# BMWCCA-SD Chapter Driving School (Buttonwillow) Sept 19-20



## jaramill (Feb 20, 2002)

Posted on behalf of Andre Pantic

*San Diego Chapter - High Performance Driving School and Club Race*

September 19th-20th (Sat, Sun)

Registration for the Driving School opened on July 15th. Signup online at MotorSportsRegistration.com. This will be a 2-day school at the Buttonwillow Raceway Park in Buttonwillow, CA.

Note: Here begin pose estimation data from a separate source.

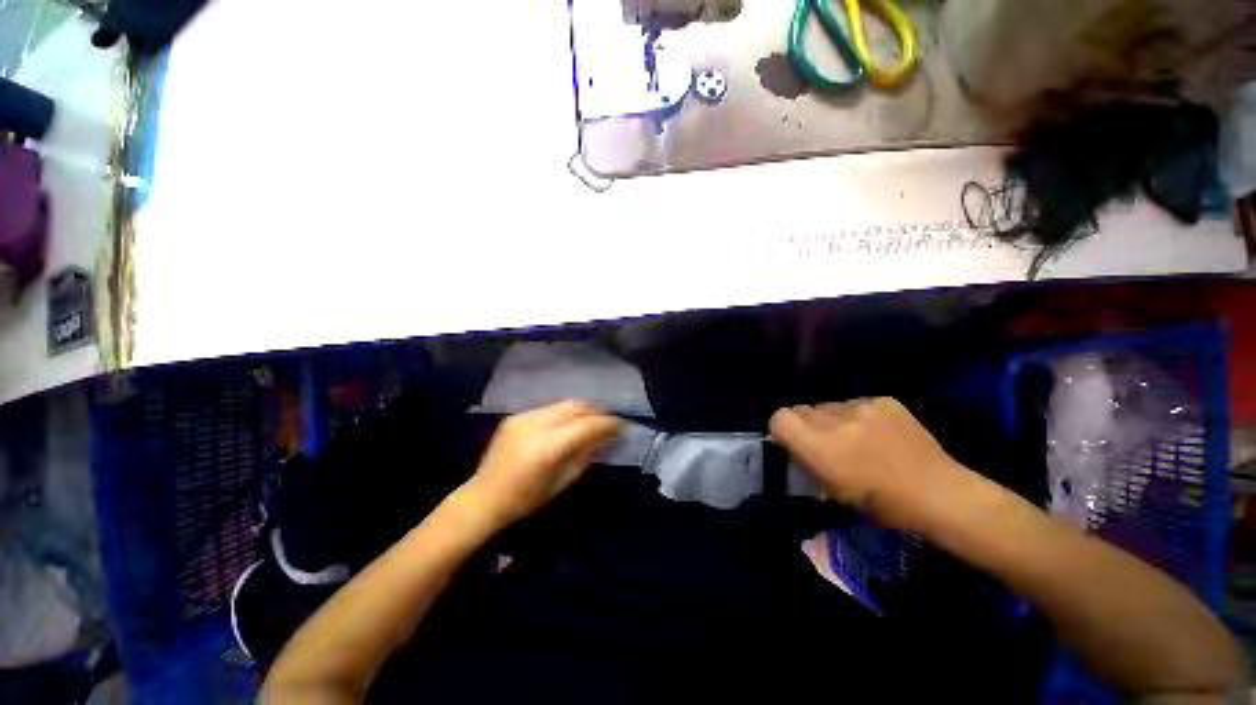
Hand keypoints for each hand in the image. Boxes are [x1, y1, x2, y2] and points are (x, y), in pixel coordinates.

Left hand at [462, 400, 621, 529]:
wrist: (483, 498)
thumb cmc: (526, 499)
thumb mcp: (563, 481)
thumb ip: (586, 455)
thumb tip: (605, 437)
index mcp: (549, 446)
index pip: (588, 425)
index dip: (608, 423)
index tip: (621, 425)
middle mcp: (537, 424)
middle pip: (576, 406)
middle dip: (596, 412)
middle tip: (607, 422)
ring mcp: (524, 417)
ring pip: (563, 404)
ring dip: (580, 411)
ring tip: (589, 422)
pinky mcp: (516, 417)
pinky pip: (547, 409)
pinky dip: (562, 414)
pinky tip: (564, 426)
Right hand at [769, 398, 968, 531]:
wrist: (937, 493)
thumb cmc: (879, 504)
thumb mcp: (829, 489)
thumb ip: (804, 459)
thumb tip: (787, 441)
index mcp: (819, 446)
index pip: (780, 417)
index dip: (782, 428)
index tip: (791, 441)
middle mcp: (835, 420)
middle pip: (802, 408)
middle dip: (806, 423)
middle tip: (824, 441)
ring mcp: (861, 406)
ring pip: (828, 405)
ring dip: (832, 418)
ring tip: (854, 437)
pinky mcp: (883, 400)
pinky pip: (855, 403)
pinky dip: (857, 415)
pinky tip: (876, 432)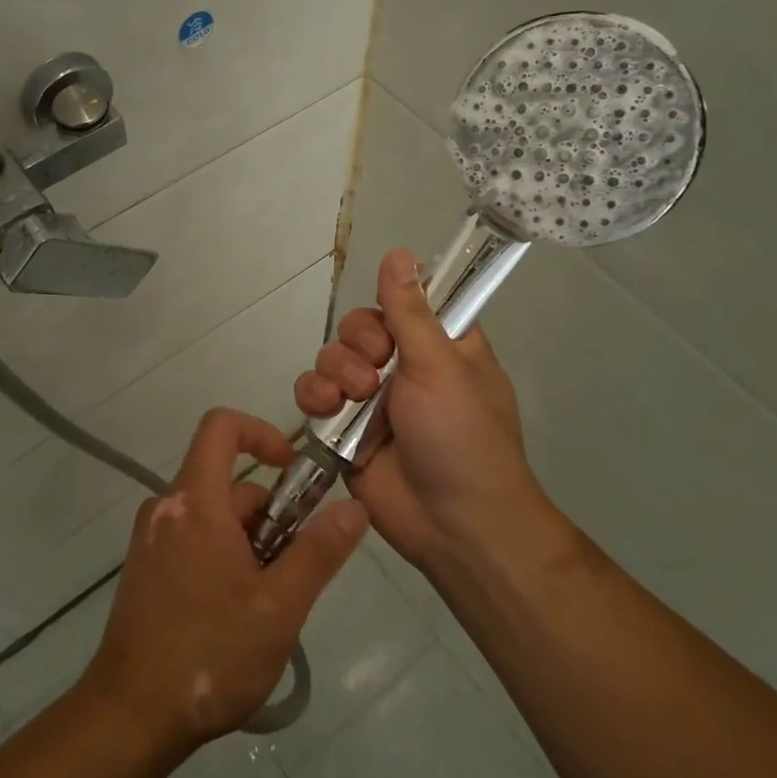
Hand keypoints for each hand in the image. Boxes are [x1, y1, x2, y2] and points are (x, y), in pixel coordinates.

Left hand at [82, 409, 366, 751]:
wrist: (129, 717)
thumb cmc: (209, 654)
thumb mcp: (280, 606)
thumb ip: (319, 551)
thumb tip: (354, 507)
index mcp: (195, 500)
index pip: (222, 426)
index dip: (261, 433)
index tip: (292, 470)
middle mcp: (167, 507)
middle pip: (227, 482)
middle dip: (268, 514)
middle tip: (291, 571)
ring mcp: (151, 538)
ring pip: (214, 515)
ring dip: (249, 542)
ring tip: (267, 602)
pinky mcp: (145, 568)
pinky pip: (193, 538)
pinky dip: (223, 556)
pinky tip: (236, 613)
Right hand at [294, 248, 551, 570]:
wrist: (453, 526)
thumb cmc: (462, 437)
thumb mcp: (441, 366)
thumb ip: (410, 311)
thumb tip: (399, 251)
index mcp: (441, 344)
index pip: (406, 300)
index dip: (391, 302)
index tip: (391, 317)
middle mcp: (405, 365)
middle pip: (360, 326)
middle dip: (359, 343)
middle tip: (377, 370)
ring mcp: (372, 398)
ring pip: (332, 356)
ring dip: (336, 371)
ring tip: (354, 398)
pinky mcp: (343, 428)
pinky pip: (314, 394)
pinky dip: (313, 396)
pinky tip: (326, 409)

The cost for the school will be

*$449* if you sign up early or
*$499* if you sign up after September 12th
The fee includes:

8 driving sessions (25 minutes each, 4 sessions per day)
lunches
Saturday night banquet
a nifty hat
If you have any questions, contact Andre Pantic at [email protected]


----------



## westwest888 (Jun 12, 2005)

My registration was confirmed. Anyone else on this board going?


----------



## jaramill (Feb 20, 2002)

The other forums below:

Bimmerforums - Events - California section
Bimmerforums - Track, Auto-x, Drag Racing section
 have lots of people going. Bimmerfest forums doesn't get as much traffic but I posted here anyway.


----------



## The HACK (Dec 19, 2001)

westwest888 said:


> My registration was confirmed. Anyone else on this board going?


:eeps:


----------